:: TASK MATERIAL

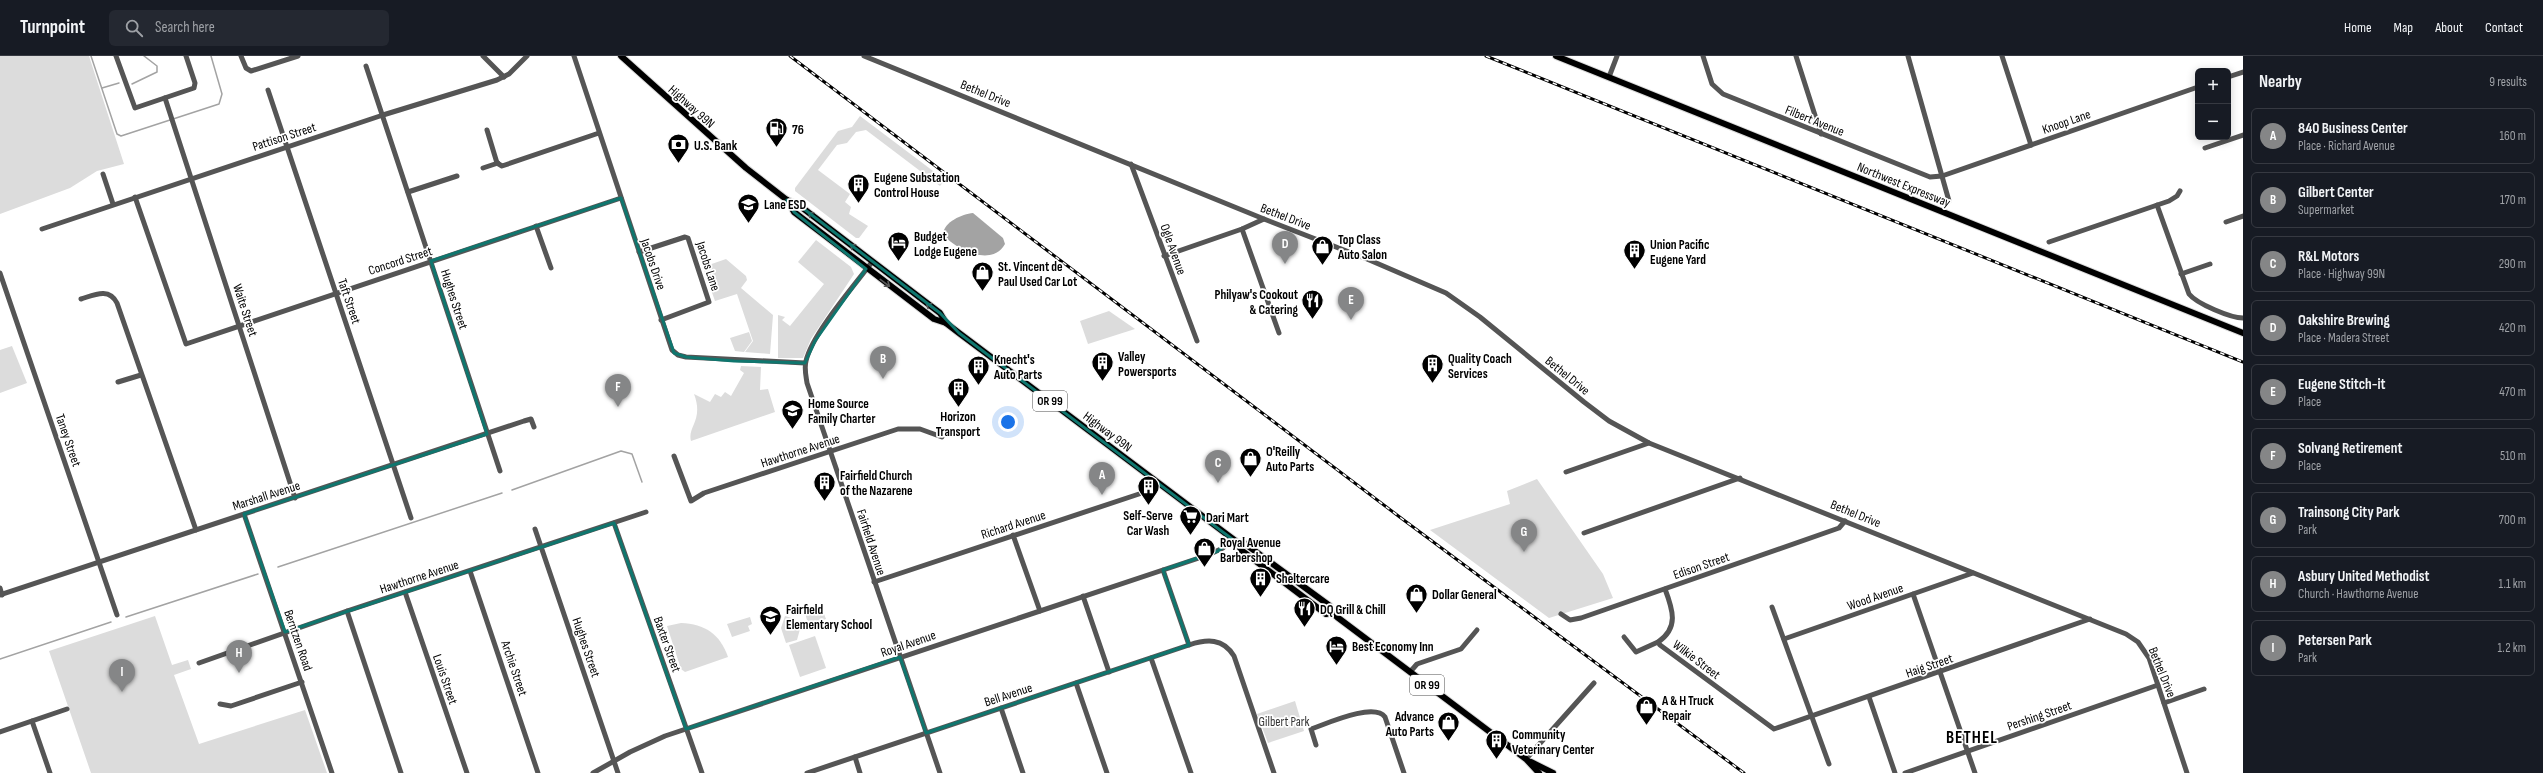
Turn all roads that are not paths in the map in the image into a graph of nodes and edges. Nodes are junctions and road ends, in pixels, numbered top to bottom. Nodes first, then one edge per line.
1 (116, 56) edge
2 (186, 56) edge
3 (241, 56) edge
4 (298, 56) edge
5 (483, 56) edge
6 (528, 56) edge
7 (574, 56) edge
8 (621, 56) edge
9 (864, 56) edge
10 (1556, 56) edge
11 (1616, 56) edge
12 (1703, 56) edge
13 (1796, 56) edge
14 (1908, 56) edge
15 (2002, 56) edge
16 (288, 58) edge
17 (366, 66) dead end
18 (2243, 72) edge
19 (2231, 76) edge
20 (504, 77) junction
21 (1609, 77) junction
22 (2195, 88) edge
23 (268, 90) dead end
24 (165, 98) junction
25 (383, 114) junction
26 (487, 130) dead end
27 (599, 133) junction
28 (1821, 134) junction
29 (2243, 135) edge
30 (2031, 145) junction
31 (287, 146) junction
32 (2205, 148) dead end
33 (498, 163) junction
34 (1131, 164) junction
35 (483, 168) dead end
36 (103, 174) dead end
37 (458, 176) dead end
38 (1942, 176) junction
39 (191, 178) junction
40 (2180, 191) dead end
41 (408, 192) junction
42 (135, 196) junction
43 (621, 198) junction
44 (787, 200) junction
45 (1949, 202) dead end
46 (113, 204) junction
47 (2157, 205) junction
48 (2243, 216) edge
49 (1264, 219) junction
50 (2226, 222) dead end
51 (536, 226) junction
52 (1242, 229) junction
53 (42, 230) dead end
54 (2049, 242) dead end
55 (639, 252) junction
56 (1164, 256) junction
57 (431, 261) junction
58 (872, 262) junction
59 (2210, 264) dead end
60 (551, 268) dead end
61 (866, 269) junction
62 (0, 273) edge
63 (2181, 274) junction
64 (335, 293) junction
65 (81, 299) dead end
66 (2243, 318) edge
67 (662, 320) junction
68 (946, 322) junction
69 (239, 326) junction
70 (1279, 332) dead end
71 (2243, 333) edge
72 (1197, 341) dead end
73 (805, 363) junction
74 (141, 374) junction
75 (118, 382) dead end
76 (534, 427) dead end
77 (487, 434) junction
78 (942, 436) dead end
79 (1649, 443) junction
80 (830, 451) junction
81 (674, 456) dead end
82 (394, 465) junction
83 (500, 471) dead end
84 (1566, 472) dead end
85 (1740, 478) junction
86 (1154, 479) junction
87 (295, 498) junction
88 (646, 512) dead end
89 (244, 514) junction
90 (411, 518) dead end
91 (1845, 521) junction
92 (614, 523) junction
93 (535, 529) dead end
94 (196, 530) junction
95 (1584, 533) dead end
96 (1013, 535) junction
97 (1234, 540) junction
98 (542, 546) junction
99 (98, 562) junction
100 (1163, 570) junction
101 (470, 571) junction
102 (1974, 572) junction
103 (874, 582) junction
104 (0, 588) edge
105 (1665, 589) junction
106 (405, 592) junction
107 (1913, 594) junction
108 (1, 595) edge
109 (1083, 596) junction
110 (1772, 608) dead end
111 (347, 611) junction
112 (1040, 611) junction
113 (1561, 614) dead end
114 (117, 615) dead end
115 (2090, 619) junction
116 (1477, 630) dead end
117 (284, 632) junction
118 (1624, 637) dead end
119 (1784, 639) junction
120 (1658, 642) junction
121 (1189, 645) junction
122 (900, 657) junction
123 (1151, 658) junction
124 (199, 663) dead end
125 (1109, 672) junction
126 (1410, 672) junction
127 (1940, 672) junction
128 (302, 682) junction
129 (1076, 683) junction
130 (1594, 683) dead end
131 (2158, 685) junction
132 (2204, 689) dead end
133 (1869, 697) junction
134 (2164, 703) junction
135 (220, 704) dead end
136 (1001, 708) junction
137 (67, 709) dead end
138 (1812, 717) junction
139 (32, 721) junction
140 (686, 729) junction
141 (1774, 729) joint
142 (0, 732) edge
143 (926, 733) junction
144 (1316, 745) dead end
145 (1968, 751) junction
146 (854, 757) junction
147 (1526, 759) junction
148 (614, 761) junction
149 (1829, 764) dead end
150 (50, 773) edge
151 (332, 773) edge
152 (401, 773) edge
153 (467, 773) edge
154 (538, 773) edge
155 (593, 773) edge
156 (618, 773) edge
157 (702, 773) edge
158 (807, 773) edge
159 (860, 773) edge
160 (940, 773) edge
161 (1023, 773) edge
162 (1107, 773) edge
163 (1191, 773) edge
164 (1274, 773) edge
165 (1404, 773) edge
166 (1539, 773) edge
167 (1552, 773) edge
168 (1895, 773) edge
169 (1905, 773) edge
170 (1974, 773) edge
171 (2187, 773) edge

1 - 24 street
2 - 24 street
3 - 16 street
4 - 16 street
5 - 20 street
6 - 20 street, Pattison Street
7 - 27 street, Jacobs Drive
8 - 44 main road, Highway 99N / OR 99
9 - 34 street, Bethel Drive
10 - 21 main road, Northwest Expressway
11 - 21 street
12 - 28 street, Filbert Avenue
13 - 28 street
14 - 38 street
15 - 30 street
17 - 25 street, Hughes Street
18 - 19 street
20 - 25 street, Pattison Street
21 - 71 main road, Northwest Expressway
22 - 30 street, Knoop Lane
23 - 31 street, Taft Street
24 - 39 street, Waite Street
25 - 31 street, Pattison Street
25 - 41 street, Hughes Street
26 - 33 street
27 - 33 street
27 - 43 street, Jacobs Drive
28 - 38 street, Filbert Avenue
29 - 32 street
30 - 38 street, Knoop Lane
31 - 39 street, Pattison Street
31 - 64 street, Taft Street
33 - 35 street
34 - 49 street, Bethel Drive
34 - 56 street, Ogle Avenue
36 - 46 street
37 - 41 street
38 - 45 street
39 - 42 street, Pattison Street
39 - 69 street, Waite Street
40 - 47 street
41 - 57 street, Hughes Street
42 - 46 street, Pattison Street
42 - 69 street, Concord Street
43 - 51 street, Concord Street
43 - 55 street, Jacobs Drive
58 -> 44 main road, Highway 99N / OR 99
44 - 61 main road, Highway 99N / OR 99
46 - 53 street, Pattison Street
47 - 54 street
47 - 63 street
48 - 50 street
49 - 52 street
49 - 79 street, Bethel Drive
51 - 57 street, Concord Street
51 - 60 street
52 - 56 street
52 - 70 street
55 - 67 street, Jacobs Drive
55 - 67 street, Jacobs Lane
56 - 72 street, Ogle Avenue
57 - 64 street, Concord Street
57 - 77 street, Hughes Street
58 - 61 street
68 -> 58 main road, Highway 99N / OR 99
59 - 63 street
61 -> 68 main road, Highway 99N / OR 99
61 - 73 street
62 - 99 street, Taney Street
63 - 66 street
64 - 69 street, Concord Street
64 - 82 street, Taft Street
65 - 74 street
67 - 73 street, Jacobs Drive
68 - 86 main road, Highway 99N / OR 99
69 - 87 street, Waite Street
73 - 80 street, Fairfield Avenue
74 - 75 street
74 - 94 street
76 - 77 street, Marshall Avenue
77 - 82 street, Marshall Avenue
77 - 83 street, Hughes Street
78 - 80 street, Hawthorne Avenue
79 - 84 street
79 - 85 street, Bethel Drive
80 - 81 street, Hawthorne Avenue
80 - 103 street, Fairfield Avenue
82 - 87 street, Marshall Avenue
82 - 90 street, Taft Street
85 - 91 street, Bethel Drive
85 - 95 street
86 - 96 street, Richard Avenue
86 - 97 main road, Highway 99N / OR 99
87 - 89 street, Marshall Avenue
88 - 92 street, Hawthorne Avenue
89 - 94 street, Marshall Avenue
89 - 117 street, Berntzen Road
91 - 102 street, Bethel Drive
91 - 105 street, Edison Street
92 - 98 street, Hawthorne Avenue
92 - 140 street, Baxter Street
93 - 98 street, Hughes Street
94 - 99 street, Marshall Avenue
96 - 103 street, Richard Avenue
96 - 112 street
97 - 100 street, Royal Avenue
97 - 126 main road, Highway 99N / OR 99
98 - 101 street, Hawthorne Avenue
98 - 148 street, Hughes Street
99 - 108 street, Marshall Avenue
99 - 114 street, Taney Street
100 - 109 street, Royal Avenue
100 - 121 street
101 - 106 street, Hawthorne Avenue
101 - 154 street, Archie Street
102 - 107 street, Wood Avenue
102 - 115 street, Bethel Drive
103 - 122 street, Fairfield Avenue
104 - 108 street
105 - 113 street, Edison Street
105 - 120 street, Wilkie Street
106 - 111 street, Hawthorne Avenue
106 - 153 street, Louis Street
107 - 119 street, Wood Avenue
107 - 127 street
109 - 112 street, Royal Avenue
109 - 125 street
110 - 119 street
111 - 117 street, Hawthorne Avenue
111 - 152 street
112 - 122 street, Royal Avenue
115 - 127 street, Haig Street
115 - 131 street, Bethel Drive
116 - 126 street
117 - 124 street, Hawthorne Avenue
117 - 128 street, Berntzen Road
118 - 120 street
119 - 138 street
120 - 141 street, Wilkie Street
121 - 123 street, Bell Avenue
121 - 164 street, Bell Avenue
122 - 140 street, Royal Avenue
122 - 143 street, Fairfield Avenue
123 - 125 street, Bell Avenue
123 - 163 street
125 - 129 street, Bell Avenue
126 - 147 main road, Highway 99N / OR 99
127 - 133 street, Haig Street
127 - 145 street
128 - 135 street
128 - 151 street, Berntzen Road
129 - 136 street, Bell Avenue
129 - 162 street
130 - 147 street
131 - 134 street, Bethel Drive
131 - 145 street, Pershing Street
132 - 134 street
133 - 138 street, Haig Street
133 - 168 street
134 - 171 street, Bethel Drive
136 - 143 street, Bell Avenue
136 - 161 street
137 - 139 street
138 - 141 street, Haig Street
138 - 149 street
139 - 142 street
139 - 150 street
140 - 148 street, Royal Avenue
140 - 157 street, Baxter Street
143 - 146 street, Bell Avenue
143 - 160 street, Fairfield Avenue
144 - 165 street
145 - 169 street, Pershing Street
145 - 170 street
146 - 158 street, Bell Avenue
146 - 159 street
147 - 166 main road, Highway 99N / OR 99
147 - 167 main road, Highway 99N / OR 99
148 - 155 street, Royal Avenue
148 - 156 street, Hughes Street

::::

> _EXERCISE PROMPT_
Read through the records above and copy the lines that contain "Highway".

> _RESULT OF THE TASK_
8 - 44 main road, Highway 99N / OR 99
58 -> 44 main road, Highway 99N / OR 99
44 - 61 main road, Highway 99N / OR 99
68 -> 58 main road, Highway 99N / OR 99
61 -> 68 main road, Highway 99N / OR 99
68 - 86 main road, Highway 99N / OR 99
86 - 97 main road, Highway 99N / OR 99
97 - 126 main road, Highway 99N / OR 99
126 - 147 main road, Highway 99N / OR 99
147 - 166 main road, Highway 99N / OR 99
147 - 167 main road, Highway 99N / OR 99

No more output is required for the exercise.